• _TASK DETAILS_: Show all lines from the data that include the word "Lançoni".

• _PROVIDED INFORMATION_:
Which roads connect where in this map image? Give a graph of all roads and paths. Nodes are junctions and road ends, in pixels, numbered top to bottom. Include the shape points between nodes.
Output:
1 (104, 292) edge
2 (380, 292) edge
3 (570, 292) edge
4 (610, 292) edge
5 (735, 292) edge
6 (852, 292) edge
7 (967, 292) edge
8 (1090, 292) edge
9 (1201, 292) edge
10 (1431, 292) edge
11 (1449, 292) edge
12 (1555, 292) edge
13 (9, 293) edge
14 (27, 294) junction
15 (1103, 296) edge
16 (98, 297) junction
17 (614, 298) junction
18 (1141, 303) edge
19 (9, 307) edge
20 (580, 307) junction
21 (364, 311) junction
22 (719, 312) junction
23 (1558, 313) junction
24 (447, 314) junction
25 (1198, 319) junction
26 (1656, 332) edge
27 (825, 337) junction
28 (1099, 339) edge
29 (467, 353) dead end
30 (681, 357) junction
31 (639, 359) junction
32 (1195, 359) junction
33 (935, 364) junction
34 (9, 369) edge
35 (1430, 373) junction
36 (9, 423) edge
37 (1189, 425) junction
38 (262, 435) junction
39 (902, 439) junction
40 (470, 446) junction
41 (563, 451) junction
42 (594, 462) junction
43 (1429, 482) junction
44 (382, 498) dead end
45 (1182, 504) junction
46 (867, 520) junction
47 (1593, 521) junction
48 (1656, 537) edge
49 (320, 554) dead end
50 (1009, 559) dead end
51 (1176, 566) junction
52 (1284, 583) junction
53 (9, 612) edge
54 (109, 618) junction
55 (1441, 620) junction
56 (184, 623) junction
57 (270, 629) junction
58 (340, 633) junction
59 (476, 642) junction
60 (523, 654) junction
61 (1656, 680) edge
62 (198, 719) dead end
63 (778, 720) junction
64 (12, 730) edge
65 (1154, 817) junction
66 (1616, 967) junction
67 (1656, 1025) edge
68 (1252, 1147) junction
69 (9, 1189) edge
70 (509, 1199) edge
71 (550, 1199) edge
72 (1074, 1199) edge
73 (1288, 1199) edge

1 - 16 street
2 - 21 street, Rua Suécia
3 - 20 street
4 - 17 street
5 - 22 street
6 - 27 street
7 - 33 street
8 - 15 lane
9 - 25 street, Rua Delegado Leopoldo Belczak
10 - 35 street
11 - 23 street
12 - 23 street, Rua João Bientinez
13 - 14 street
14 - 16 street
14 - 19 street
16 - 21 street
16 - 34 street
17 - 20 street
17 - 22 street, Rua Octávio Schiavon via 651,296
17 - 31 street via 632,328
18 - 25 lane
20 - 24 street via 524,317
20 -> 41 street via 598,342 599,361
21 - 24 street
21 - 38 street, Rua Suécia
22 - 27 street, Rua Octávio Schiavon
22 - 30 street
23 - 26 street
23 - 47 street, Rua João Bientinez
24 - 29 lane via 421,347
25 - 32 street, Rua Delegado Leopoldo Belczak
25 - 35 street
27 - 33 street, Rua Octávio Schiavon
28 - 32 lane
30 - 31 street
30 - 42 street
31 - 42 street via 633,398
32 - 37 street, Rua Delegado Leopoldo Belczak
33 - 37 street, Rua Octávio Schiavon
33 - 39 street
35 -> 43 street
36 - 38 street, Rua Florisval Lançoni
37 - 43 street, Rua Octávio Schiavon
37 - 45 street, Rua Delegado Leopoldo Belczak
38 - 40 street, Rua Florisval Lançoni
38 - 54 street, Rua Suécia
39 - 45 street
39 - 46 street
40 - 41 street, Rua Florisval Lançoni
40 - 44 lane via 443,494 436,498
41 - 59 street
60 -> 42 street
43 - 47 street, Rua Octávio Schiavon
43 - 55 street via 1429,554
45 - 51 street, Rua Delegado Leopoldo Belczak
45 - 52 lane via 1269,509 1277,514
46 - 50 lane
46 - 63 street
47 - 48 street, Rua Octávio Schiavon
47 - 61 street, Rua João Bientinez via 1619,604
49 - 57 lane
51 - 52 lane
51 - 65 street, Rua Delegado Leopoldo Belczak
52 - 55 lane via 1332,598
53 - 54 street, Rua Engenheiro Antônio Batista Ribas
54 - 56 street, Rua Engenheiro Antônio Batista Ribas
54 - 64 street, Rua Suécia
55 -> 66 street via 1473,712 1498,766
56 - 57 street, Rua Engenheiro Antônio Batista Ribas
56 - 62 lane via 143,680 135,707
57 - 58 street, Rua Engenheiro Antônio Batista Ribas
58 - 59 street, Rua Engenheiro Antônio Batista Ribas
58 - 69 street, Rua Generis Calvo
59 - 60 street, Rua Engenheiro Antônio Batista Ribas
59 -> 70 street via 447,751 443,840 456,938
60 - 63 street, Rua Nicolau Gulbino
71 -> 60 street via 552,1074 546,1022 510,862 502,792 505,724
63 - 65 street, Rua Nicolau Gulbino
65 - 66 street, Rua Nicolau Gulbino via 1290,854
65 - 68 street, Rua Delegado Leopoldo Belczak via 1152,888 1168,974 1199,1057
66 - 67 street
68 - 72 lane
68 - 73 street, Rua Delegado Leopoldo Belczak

• _SOLUTION FOR THIS PROBLEM_:
36 - 38 street, Rua Florisval Lançoni
38 - 40 street, Rua Florisval Lançoni
40 - 41 street, Rua Florisval Lançoni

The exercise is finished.